§ **Work order**
From the line that contains "Extract the road" to the last line of the records below, retype each line exactly; leave out everything else.

§ **Exercise input**
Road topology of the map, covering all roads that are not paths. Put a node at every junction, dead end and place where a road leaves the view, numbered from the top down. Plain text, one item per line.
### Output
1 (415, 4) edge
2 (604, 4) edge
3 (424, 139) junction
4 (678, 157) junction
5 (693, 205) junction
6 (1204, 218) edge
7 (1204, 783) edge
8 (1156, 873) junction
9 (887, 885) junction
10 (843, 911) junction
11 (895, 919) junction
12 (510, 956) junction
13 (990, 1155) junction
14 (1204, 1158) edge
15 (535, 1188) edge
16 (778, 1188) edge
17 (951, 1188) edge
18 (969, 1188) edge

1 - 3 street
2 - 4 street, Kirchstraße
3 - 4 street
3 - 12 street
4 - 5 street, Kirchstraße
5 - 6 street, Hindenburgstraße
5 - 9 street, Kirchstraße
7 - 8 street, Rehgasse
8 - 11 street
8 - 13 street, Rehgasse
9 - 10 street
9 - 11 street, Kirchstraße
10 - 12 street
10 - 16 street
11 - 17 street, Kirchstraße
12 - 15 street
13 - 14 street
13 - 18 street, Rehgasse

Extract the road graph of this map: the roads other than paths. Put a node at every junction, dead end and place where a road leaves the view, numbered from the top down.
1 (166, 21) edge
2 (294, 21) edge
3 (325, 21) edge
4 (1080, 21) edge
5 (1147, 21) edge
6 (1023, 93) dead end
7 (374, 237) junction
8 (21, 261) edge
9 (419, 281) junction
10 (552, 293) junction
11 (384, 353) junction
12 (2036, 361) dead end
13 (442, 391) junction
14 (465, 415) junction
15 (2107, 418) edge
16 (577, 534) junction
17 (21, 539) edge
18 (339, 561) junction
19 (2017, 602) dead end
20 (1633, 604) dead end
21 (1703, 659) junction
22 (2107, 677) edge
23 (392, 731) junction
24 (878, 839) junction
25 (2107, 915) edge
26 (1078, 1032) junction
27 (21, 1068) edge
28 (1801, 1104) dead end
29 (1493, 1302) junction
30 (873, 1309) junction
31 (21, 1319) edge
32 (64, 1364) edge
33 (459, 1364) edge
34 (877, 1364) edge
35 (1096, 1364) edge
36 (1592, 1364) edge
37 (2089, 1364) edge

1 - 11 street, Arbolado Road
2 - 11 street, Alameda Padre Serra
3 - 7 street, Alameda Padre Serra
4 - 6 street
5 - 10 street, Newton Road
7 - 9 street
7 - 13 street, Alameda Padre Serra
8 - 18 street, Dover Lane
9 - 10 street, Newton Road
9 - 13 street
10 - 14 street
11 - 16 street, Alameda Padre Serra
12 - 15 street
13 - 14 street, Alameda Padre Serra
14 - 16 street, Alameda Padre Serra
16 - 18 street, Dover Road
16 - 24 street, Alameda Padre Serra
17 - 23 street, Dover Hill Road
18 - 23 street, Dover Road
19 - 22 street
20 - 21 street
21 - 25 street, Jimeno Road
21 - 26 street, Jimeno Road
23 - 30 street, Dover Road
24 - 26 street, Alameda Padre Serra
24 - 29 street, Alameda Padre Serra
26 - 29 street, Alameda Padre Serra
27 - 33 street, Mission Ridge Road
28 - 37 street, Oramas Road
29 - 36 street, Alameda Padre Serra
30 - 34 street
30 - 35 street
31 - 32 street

§ **Result of this exercise**
Extract the road graph of this map: the roads other than paths. Put a node at every junction, dead end and place where a road leaves the view, numbered from the top down.
1 (166, 21) edge
2 (294, 21) edge
3 (325, 21) edge
4 (1080, 21) edge
5 (1147, 21) edge
6 (1023, 93) dead end
7 (374, 237) junction
8 (21, 261) edge
9 (419, 281) junction
10 (552, 293) junction
11 (384, 353) junction
12 (2036, 361) dead end
13 (442, 391) junction
14 (465, 415) junction
15 (2107, 418) edge
16 (577, 534) junction
17 (21, 539) edge
18 (339, 561) junction
19 (2017, 602) dead end
20 (1633, 604) dead end
21 (1703, 659) junction
22 (2107, 677) edge
23 (392, 731) junction
24 (878, 839) junction
25 (2107, 915) edge
26 (1078, 1032) junction
27 (21, 1068) edge
28 (1801, 1104) dead end
29 (1493, 1302) junction
30 (873, 1309) junction
31 (21, 1319) edge
32 (64, 1364) edge
33 (459, 1364) edge
34 (877, 1364) edge
35 (1096, 1364) edge
36 (1592, 1364) edge
37 (2089, 1364) edge

1 - 11 street, Arbolado Road
2 - 11 street, Alameda Padre Serra
3 - 7 street, Alameda Padre Serra
4 - 6 street
5 - 10 street, Newton Road
7 - 9 street
7 - 13 street, Alameda Padre Serra
8 - 18 street, Dover Lane
9 - 10 street, Newton Road
9 - 13 street
10 - 14 street
11 - 16 street, Alameda Padre Serra
12 - 15 street
13 - 14 street, Alameda Padre Serra
14 - 16 street, Alameda Padre Serra
16 - 18 street, Dover Road
16 - 24 street, Alameda Padre Serra
17 - 23 street, Dover Hill Road
18 - 23 street, Dover Road
19 - 22 street
20 - 21 street
21 - 25 street, Jimeno Road
21 - 26 street, Jimeno Road
23 - 30 street, Dover Road
24 - 26 street, Alameda Padre Serra
24 - 29 street, Alameda Padre Serra
26 - 29 street, Alameda Padre Serra
27 - 33 street, Mission Ridge Road
28 - 37 street, Oramas Road
29 - 36 street, Alameda Padre Serra
30 - 34 street
30 - 35 street
31 - 32 street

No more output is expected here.